Latta: New Rural Broadband Maps to Increase Internet Connectivity in Ohio are Step in Right Direction
Latta’s Broadband DATA Act, now law, required FCC to produce new and updated broadband maps, allocate federal resources to communities lacking internet access
Bowling Green, OH, November 19, 2022 | Claire Hurley (202-225-6405)
Yesterday, the Federal Communication Commission (FCC) released new rural broadband maps, as required by Congressman Bob Latta’s (R-OH5) Broadband DATA Act, which was signed into law in March of 2020.
“As Ranking Member of the Energy and Commerce Communications and Technology Subcommittee in Congress, increasing internet connectivity to close the digital divide for communities in Ohio and across the country is a top priority of mine,” Latta said. “For years, our broadband maps have been severely outdated and inaccurate, which is why I introduced the Broadband DATA Act, signed into law in 2020, to remedy this issue. With this law now being carried out, the FCC has produced new location-by-location broadband maps, bringing us closer to providing connectivity to communities lacking internet access.”
“While this is a step in the right direction to build a more comprehensive broadband network to reach unserved and underserved households, significant improvements to these maps are still required,” Latta continued. “I urge residents in Ohio’s Fifth District to visit the FCC’s National Broadband Map online tool to correct information about their location and file challenges with the FCC if internet services shown are not available at their location”
“I look forward to continuing to work with the FCC to further improve broadband maps to ensure communities in Ohio and across the country clinch crucial internet connectivity,” Latta concluded.
Information for residents to submit challenges and corrections to continue improving new broadband maps:
Now that broadband maps are publicly available, residents can search for their address and review and dispute the services reported by providers at their location. The FCC plans to accept bulk challenges to the reported availability data and will continue to improve and refine the broadband availability data.
CLICK HERE to view new broadband maps. Residents will be able to search their address to see information about fixed and mobile services that internet providers report are available.
CLICK HERE to view the FCC map fixed availability challenge process. If fixed internet services shown are not available at the user’s location, they may file a challenge with the FCC to correct the information.
Background on new FCC broadband maps:
The new broadband maps produced by the FCC are built on location-based models developed through the FCC’s Broadband Data Collection process.
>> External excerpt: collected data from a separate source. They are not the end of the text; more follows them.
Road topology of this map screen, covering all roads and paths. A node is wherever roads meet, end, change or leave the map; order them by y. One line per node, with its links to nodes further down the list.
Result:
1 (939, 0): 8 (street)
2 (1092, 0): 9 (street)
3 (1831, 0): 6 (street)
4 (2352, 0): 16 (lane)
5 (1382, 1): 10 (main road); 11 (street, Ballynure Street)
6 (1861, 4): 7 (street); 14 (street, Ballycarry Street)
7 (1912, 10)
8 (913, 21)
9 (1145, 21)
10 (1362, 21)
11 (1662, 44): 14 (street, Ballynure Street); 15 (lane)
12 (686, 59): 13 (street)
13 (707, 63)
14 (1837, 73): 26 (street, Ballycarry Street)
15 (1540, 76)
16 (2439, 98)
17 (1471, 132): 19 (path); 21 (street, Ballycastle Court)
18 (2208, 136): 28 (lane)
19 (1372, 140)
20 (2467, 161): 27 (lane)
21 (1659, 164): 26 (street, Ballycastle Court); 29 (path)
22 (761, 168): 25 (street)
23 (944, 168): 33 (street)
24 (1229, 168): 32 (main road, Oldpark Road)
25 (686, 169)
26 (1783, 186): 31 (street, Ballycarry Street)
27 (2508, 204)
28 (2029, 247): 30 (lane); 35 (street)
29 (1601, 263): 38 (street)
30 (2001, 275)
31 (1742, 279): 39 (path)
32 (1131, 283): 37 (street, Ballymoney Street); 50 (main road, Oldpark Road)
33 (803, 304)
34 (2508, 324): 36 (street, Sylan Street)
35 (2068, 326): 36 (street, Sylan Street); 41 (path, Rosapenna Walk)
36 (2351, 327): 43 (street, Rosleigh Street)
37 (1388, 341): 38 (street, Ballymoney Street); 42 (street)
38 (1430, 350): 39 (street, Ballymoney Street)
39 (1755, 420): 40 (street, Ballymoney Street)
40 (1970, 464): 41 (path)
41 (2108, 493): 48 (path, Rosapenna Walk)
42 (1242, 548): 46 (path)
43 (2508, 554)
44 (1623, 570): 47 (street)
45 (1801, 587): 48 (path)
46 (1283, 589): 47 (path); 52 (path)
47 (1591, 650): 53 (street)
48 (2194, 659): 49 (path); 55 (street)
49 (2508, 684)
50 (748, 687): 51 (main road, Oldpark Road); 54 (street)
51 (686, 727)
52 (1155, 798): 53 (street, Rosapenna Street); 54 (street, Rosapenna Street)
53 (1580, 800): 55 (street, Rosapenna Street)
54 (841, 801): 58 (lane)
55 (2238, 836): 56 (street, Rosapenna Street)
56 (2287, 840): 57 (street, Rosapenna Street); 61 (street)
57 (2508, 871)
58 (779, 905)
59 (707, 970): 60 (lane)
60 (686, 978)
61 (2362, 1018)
The map will be updated with each filing period’s set of data, with the next cycle expected to span from December 31 – March 1.
Background on Latta’s Broadband DATA Act:
For years, our nation’s broadband connectivity maps lacked accurate data for federal funding distribution. This caused disparities in the allocation of federal funds for communities already well-equipped with broadband, versus those unserved or underserved.
Latta’s legislation, the Broadband DATA Act, required the FCC to create new and updated broadband maps and ensured federal resources are appropriately allocated to communities that lack internet access.
Latta’s efforts to shore up broadband connectivity:
In addition to working to improve broadband mapping, Latta has also worked to ensure internet connectivity is more reliable, efficient, and safe from outside threats. Latta introduced the Spectrum Innovation Act, passed by the U.S. House this year, that would benefit consumers by providing more reliable connections with faster speeds and more responsive networks. It would also secure our telecommunication networks against domestic and foreign enemies, like China.